La dinamica dell’azione politica del Partito Democratico è molto semplice. Si parte dal presupposto che bisogna affrontare una questione e superare l’eventuale ostacolo che insorge. E il Pd quindi elabora idee e spende energie per trasformare l’ostacolo in norma e per mantenere inalterata la questione. Adducendo giustificazioni sostanzialmente imbecilli, per difendere l’indifendibile

Cercherò di essere schematico.

È già successo con la questione dei diritti per le persone LGBT.

  • La questione era: occorre dare diritti e tutele a vario titolo a gay, lesbiche, bisessuali, trans, ecc.
  • L’ostacolo: la matrice cattolica del partito, che poi rappresenta (secondo loro) la comunità dei fedeli del paese non è d’accordo.
  • La soluzione: si fa una legge, come quella attualmente in discussione sull’omofobia, che permetta all’ala cattolica del partito di essere omofoba e non si danno reali garanzie ai/lle destinatari/e del provvedimento in questione.
  • Giustificazione: il governo di larghe intese prevede che anche il PdL possa dire la sua in merito e poi meglio poco che nulla.

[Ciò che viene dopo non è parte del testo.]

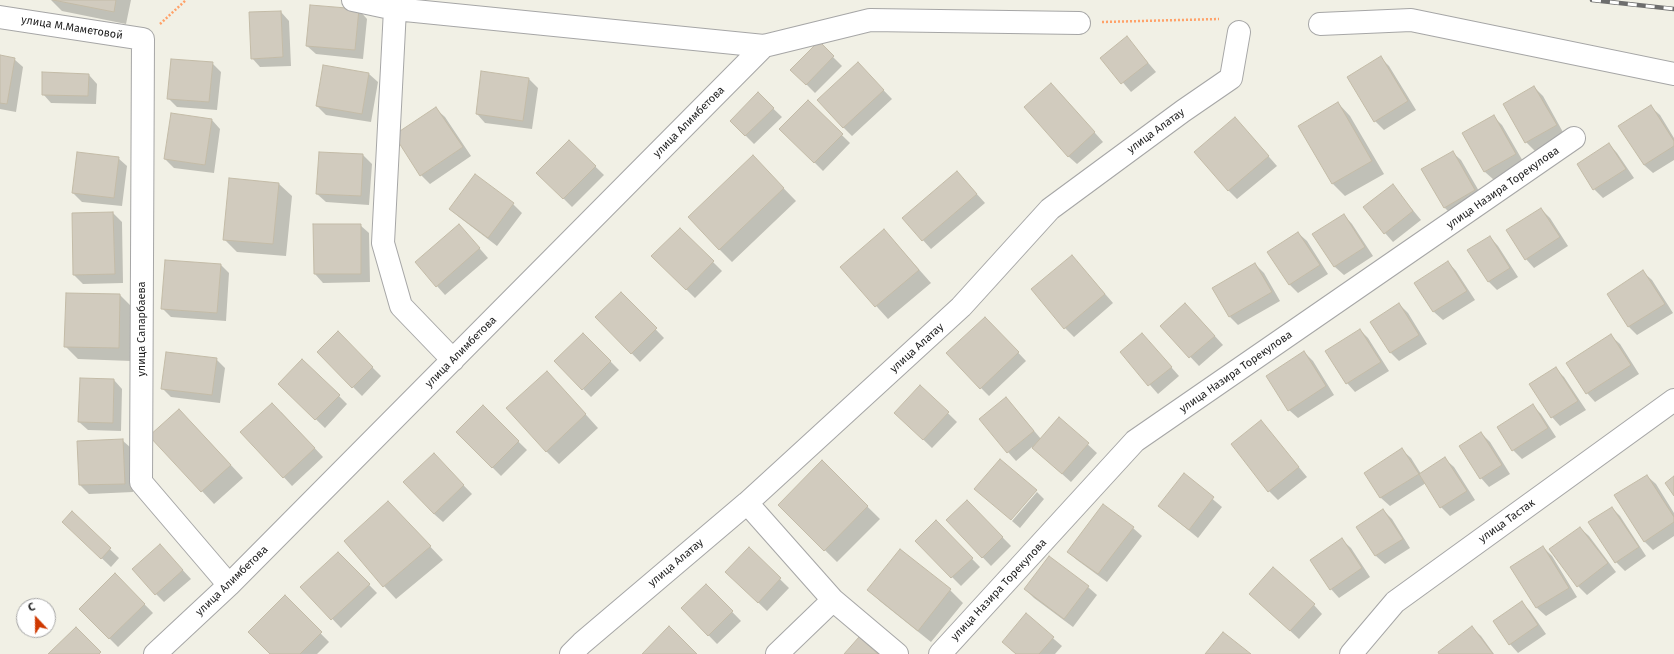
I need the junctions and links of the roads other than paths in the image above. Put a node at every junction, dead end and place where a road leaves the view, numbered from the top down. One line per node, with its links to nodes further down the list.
1 (354, 0): 2 (street)
2 (395, 8): 8 (street); 11 (street)
3 (0, 17): 7 (street, улица М.Маметовой)
4 (1079, 23): 8 (street)
5 (1320, 24): 9 (street)
6 (1239, 32): 13 (street, улица Алатау)
7 (143, 40): 14 (street, улица Сапарбаева)
8 (764, 46): 11 (street, улица Алимбетова)
9 (1674, 74)
10 (1574, 138): 16 (street, улица Назира Торекулова)
11 (453, 360): 14 (street, улица Алимбетова)
12 (1674, 400): 21 (street, улица Тастак)
13 (746, 503): 15 (street); 18 (street, улица Алатау)
14 (229, 585): 17 (street, улица Алимбетова)
15 (833, 600): 19 (street); 20 (street)
16 (946, 652)
17 (155, 654)
18 (571, 654)
19 (778, 654)
20 (897, 654)
21 (1351, 654)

In passato è successo coi DiCo. I gay e le lesbiche volevano un provvedimento che riconoscesse le loro unioni di fronte allo Stato. Il Pd elaborò un DL che sanciva, invece, per legge che due gay o due lesbiche non costituivano una coppia. Queste “non coppie” potevano avere determinati diritti, ma dimezzati, a condizione che dimostrassero una moralità maggiore rispetto alle coppie sposate – per cui i diritti arrivano invece subito e per intero. Con la giustificazione che bisognava assecondare anche le idee degli omofobi, pardon, del cattolici. E poi, va da sé, meglio poco che nulla.

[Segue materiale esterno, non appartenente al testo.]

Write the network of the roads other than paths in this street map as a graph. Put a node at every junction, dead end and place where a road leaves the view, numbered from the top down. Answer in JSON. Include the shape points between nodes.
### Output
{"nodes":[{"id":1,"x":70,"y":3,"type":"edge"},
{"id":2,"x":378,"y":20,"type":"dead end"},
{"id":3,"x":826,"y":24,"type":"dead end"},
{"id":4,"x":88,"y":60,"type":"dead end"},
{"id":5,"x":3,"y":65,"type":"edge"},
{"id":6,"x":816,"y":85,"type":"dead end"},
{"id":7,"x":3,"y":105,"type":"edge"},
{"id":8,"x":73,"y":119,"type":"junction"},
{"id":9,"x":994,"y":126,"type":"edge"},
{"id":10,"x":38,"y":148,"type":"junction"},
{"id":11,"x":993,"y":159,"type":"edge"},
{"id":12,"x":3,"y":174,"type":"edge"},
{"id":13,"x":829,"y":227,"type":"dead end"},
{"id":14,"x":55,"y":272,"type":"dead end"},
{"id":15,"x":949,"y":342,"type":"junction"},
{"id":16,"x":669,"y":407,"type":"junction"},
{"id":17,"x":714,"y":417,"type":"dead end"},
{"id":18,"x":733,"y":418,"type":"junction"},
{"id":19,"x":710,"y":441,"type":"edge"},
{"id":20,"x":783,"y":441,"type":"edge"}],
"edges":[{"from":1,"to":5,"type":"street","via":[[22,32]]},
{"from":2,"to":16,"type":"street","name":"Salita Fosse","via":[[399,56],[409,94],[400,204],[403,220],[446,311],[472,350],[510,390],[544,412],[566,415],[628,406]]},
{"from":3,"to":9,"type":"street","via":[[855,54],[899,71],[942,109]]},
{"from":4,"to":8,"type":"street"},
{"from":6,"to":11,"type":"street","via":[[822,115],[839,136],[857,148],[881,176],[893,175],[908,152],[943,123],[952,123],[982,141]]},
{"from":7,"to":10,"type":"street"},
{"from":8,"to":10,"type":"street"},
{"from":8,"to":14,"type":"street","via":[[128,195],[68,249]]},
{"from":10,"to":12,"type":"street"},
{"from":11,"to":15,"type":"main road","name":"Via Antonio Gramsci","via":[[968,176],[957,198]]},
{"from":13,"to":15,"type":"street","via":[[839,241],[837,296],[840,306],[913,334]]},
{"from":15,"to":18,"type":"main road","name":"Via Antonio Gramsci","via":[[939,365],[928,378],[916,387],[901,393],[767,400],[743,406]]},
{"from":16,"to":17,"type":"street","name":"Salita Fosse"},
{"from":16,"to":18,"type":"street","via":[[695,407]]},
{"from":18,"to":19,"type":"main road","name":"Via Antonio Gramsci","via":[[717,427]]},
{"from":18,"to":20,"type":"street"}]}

Adesso succede con l’ennesimo ddl salva-Berlusconi, stavolta firmato da Zanda e da altri senatori democratici. Ripercorriamo lo schema appena proposto.

  • Questione: Berlusconi, in quanto accusato e giudicato da un tribunale di aver commesso reati, non può più sedere in Parlamento.
  • Ostacolo: il PdL è un alleato di governo, per cui se Berlusconi viene condannato a essere ineleggibile, il PdL fa saltare il governo.
  • Soluzione proposta: cambiamo la legge e, tramite l’incompatibilità, permettiamo a Berlusconi di rimanere in Parlamento per almeno un anno… (poi magari cade il governo, Berlusconi viene rieletto e si fa una legge apposita che lo salverà definitivamente).
  • Giustificazione: la legge esistente è vecchia va rinnovata, con una più moderna (sì, eliminando la pena e sostituendola con un favore a chi la pena dovrebbe scontarla).

Quest’altra perla di politica piddina si aggiunge a una lunghissima serie di favori fatti al leader della destra italiana. Epifani si difende: la proposta è vecchia di un mese. Non si rende conto, evidentemente, come questa dichiarazione aggravi la posizione del suo partito. Evidentemente dentro il Pd vogliono prevenire l’azione della giustizia con leggi ad personam che, stavolta, arrivano addirittura con l’avallo dell’elettorato del centro-sinistra. E pensare che con il voto sulla sospensione dei lavori parlamentari pensavamo di aver raggiunto il colmo…

Credo che i tempi siano maturi per la fusione tra Pd e PdL. Finalmente ex compagni e supporter di Silvio potranno stare tutti in un’unica squadra. E, tanto per ritornare sul discorso d’apertura, potranno pure essere omofobi, senza sensi di colpa.